- **Instructions to follow**
Nothing but the images is to be left out of your exact copy of the entries.

╭─ Data extracts

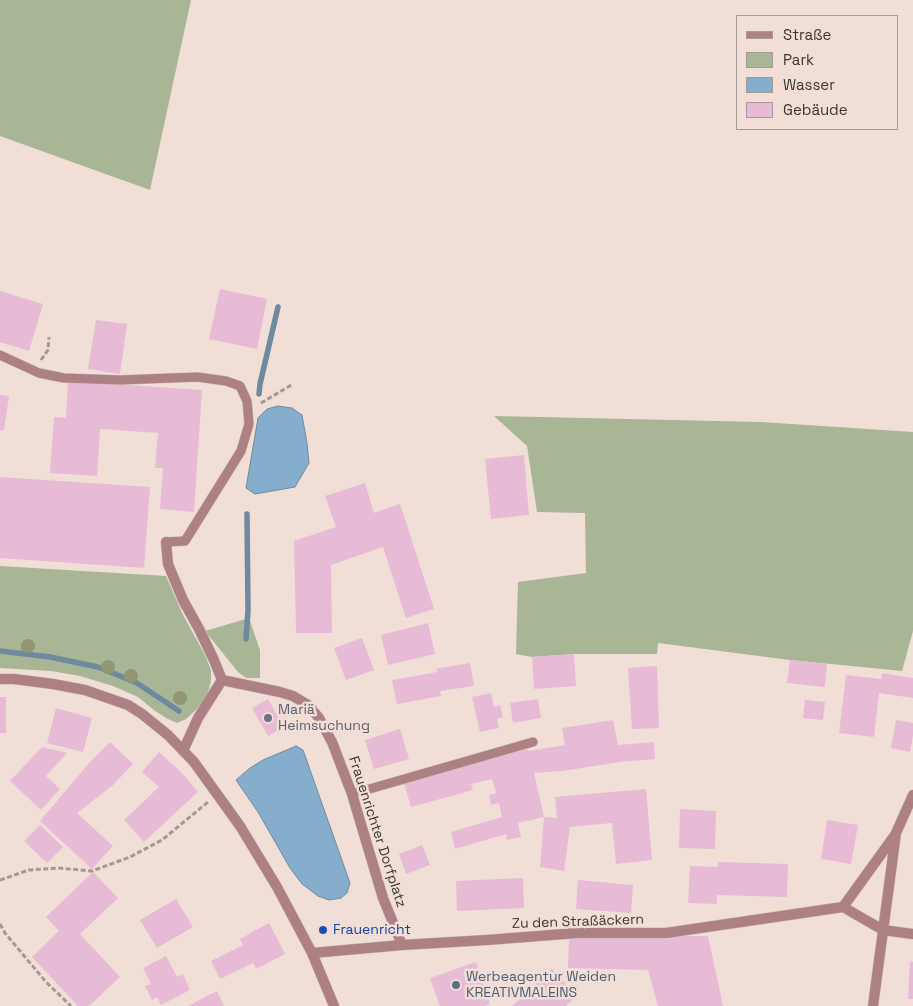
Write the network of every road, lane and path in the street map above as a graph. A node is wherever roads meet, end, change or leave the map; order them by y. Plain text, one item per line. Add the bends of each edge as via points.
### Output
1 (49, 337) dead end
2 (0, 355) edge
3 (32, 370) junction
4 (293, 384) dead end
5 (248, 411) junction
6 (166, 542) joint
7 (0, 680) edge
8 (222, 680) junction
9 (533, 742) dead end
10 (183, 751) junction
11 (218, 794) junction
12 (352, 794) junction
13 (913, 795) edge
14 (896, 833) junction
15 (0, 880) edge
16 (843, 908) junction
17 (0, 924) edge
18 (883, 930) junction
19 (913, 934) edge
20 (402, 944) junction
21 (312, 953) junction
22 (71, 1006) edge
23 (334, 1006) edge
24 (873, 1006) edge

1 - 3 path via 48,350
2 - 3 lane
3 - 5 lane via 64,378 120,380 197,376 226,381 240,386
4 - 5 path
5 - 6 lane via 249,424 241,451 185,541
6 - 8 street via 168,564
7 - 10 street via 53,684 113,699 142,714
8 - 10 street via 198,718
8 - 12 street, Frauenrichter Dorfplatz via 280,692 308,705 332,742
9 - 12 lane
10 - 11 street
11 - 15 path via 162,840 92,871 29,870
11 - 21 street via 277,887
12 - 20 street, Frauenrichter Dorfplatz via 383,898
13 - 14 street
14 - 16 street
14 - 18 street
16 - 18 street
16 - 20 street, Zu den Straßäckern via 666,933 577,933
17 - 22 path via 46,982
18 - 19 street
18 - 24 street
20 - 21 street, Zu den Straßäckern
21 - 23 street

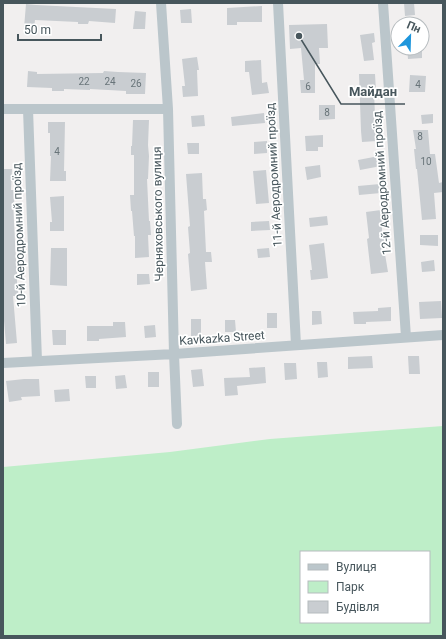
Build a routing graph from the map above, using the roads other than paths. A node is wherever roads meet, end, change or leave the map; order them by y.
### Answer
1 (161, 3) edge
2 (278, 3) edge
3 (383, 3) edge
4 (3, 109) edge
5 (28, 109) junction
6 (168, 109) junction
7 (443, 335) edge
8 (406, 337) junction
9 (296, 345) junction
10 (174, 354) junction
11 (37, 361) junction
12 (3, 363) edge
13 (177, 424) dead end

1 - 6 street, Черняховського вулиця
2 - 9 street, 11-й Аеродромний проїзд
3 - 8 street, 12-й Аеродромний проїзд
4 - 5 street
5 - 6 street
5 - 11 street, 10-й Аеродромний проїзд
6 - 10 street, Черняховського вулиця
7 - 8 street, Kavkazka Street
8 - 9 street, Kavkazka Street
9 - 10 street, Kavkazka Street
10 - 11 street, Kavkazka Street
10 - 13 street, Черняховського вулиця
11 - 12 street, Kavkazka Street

╰─

- **Answer for the task**
Write the network of every road, lane and path in the street map above as a graph. A node is wherever roads meet, end, change or leave the map; order them by y. Plain text, one item per line. Add the bends of each edge as via points.
### Output
1 (49, 337) dead end
2 (0, 355) edge
3 (32, 370) junction
4 (293, 384) dead end
5 (248, 411) junction
6 (166, 542) joint
7 (0, 680) edge
8 (222, 680) junction
9 (533, 742) dead end
10 (183, 751) junction
11 (218, 794) junction
12 (352, 794) junction
13 (913, 795) edge
14 (896, 833) junction
15 (0, 880) edge
16 (843, 908) junction
17 (0, 924) edge
18 (883, 930) junction
19 (913, 934) edge
20 (402, 944) junction
21 (312, 953) junction
22 (71, 1006) edge
23 (334, 1006) edge
24 (873, 1006) edge

1 - 3 path via 48,350
2 - 3 lane
3 - 5 lane via 64,378 120,380 197,376 226,381 240,386
4 - 5 path
5 - 6 lane via 249,424 241,451 185,541
6 - 8 street via 168,564
7 - 10 street via 53,684 113,699 142,714
8 - 10 street via 198,718
8 - 12 street, Frauenrichter Dorfplatz via 280,692 308,705 332,742
9 - 12 lane
10 - 11 street
11 - 15 path via 162,840 92,871 29,870
11 - 21 street via 277,887
12 - 20 street, Frauenrichter Dorfplatz via 383,898
13 - 14 street
14 - 16 street
14 - 18 street
16 - 18 street
16 - 20 street, Zu den Straßäckern via 666,933 577,933
17 - 22 path via 46,982
18 - 19 street
18 - 24 street
20 - 21 street, Zu den Straßäckern
21 - 23 street

Build a routing graph from the map above, using the roads other than paths. A node is wherever roads meet, end, change or leave the map; order them by y.
### Answer
1 (161, 3) edge
2 (278, 3) edge
3 (383, 3) edge
4 (3, 109) edge
5 (28, 109) junction
6 (168, 109) junction
7 (443, 335) edge
8 (406, 337) junction
9 (296, 345) junction
10 (174, 354) junction
11 (37, 361) junction
12 (3, 363) edge
13 (177, 424) dead end

1 - 6 street, Черняховського вулиця
2 - 9 street, 11-й Аеродромний проїзд
3 - 8 street, 12-й Аеродромний проїзд
4 - 5 street
5 - 6 street
5 - 11 street, 10-й Аеродромний проїзд
6 - 10 street, Черняховського вулиця
7 - 8 street, Kavkazka Street
8 - 9 street, Kavkazka Street
9 - 10 street, Kavkazka Street
10 - 11 street, Kavkazka Street
10 - 13 street, Черняховського вулиця
11 - 12 street, Kavkazka Street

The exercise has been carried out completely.